Collected data entries:
'''
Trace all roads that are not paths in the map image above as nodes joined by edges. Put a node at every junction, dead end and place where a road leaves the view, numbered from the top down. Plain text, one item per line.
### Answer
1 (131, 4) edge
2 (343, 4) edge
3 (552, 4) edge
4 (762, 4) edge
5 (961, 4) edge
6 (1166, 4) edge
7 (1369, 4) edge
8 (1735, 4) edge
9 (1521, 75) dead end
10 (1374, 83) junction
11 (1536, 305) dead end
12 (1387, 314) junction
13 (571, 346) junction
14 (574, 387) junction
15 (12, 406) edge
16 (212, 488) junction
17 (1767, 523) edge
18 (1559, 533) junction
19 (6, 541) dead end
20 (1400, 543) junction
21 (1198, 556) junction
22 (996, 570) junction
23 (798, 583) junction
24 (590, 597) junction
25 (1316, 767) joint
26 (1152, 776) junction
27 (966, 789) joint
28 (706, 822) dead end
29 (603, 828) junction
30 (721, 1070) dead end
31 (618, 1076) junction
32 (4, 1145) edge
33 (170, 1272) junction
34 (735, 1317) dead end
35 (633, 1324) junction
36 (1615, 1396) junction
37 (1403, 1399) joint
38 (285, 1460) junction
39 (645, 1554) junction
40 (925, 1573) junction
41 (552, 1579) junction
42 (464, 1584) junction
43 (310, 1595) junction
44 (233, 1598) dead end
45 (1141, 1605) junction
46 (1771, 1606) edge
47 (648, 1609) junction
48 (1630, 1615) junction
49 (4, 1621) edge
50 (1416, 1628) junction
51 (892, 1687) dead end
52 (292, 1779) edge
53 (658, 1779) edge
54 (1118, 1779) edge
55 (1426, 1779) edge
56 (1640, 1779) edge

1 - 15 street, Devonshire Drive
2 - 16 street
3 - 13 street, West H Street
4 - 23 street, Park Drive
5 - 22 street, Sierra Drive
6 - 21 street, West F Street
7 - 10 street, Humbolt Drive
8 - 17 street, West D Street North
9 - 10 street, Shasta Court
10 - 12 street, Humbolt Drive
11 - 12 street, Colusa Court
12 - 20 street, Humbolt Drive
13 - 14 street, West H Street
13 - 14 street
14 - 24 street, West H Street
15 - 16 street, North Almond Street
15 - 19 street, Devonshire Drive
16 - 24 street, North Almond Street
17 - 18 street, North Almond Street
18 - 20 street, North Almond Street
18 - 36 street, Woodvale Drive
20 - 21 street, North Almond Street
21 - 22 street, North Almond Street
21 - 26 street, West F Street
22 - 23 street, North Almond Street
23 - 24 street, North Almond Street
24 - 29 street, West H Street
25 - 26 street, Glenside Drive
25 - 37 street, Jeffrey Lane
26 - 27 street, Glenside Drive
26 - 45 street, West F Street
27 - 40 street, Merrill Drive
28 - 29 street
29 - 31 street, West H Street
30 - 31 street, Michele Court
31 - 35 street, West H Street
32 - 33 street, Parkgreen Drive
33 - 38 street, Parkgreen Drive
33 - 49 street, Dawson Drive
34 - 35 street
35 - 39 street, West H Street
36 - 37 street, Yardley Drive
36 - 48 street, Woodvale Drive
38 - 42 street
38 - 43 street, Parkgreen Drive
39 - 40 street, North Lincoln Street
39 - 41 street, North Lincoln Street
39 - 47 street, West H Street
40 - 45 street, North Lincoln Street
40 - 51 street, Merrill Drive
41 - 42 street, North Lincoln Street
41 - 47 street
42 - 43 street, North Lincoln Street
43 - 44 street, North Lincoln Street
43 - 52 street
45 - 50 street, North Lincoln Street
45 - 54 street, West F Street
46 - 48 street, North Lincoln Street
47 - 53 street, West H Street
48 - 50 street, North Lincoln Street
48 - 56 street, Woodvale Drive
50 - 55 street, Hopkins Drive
'''
TASK REQUIREMENTS:
Wherever the word "Court" appears in a line of the data, copy that line.

ANSWER SECTION:
9 - 10 street, Shasta Court
11 - 12 street, Colusa Court
30 - 31 street, Michele Court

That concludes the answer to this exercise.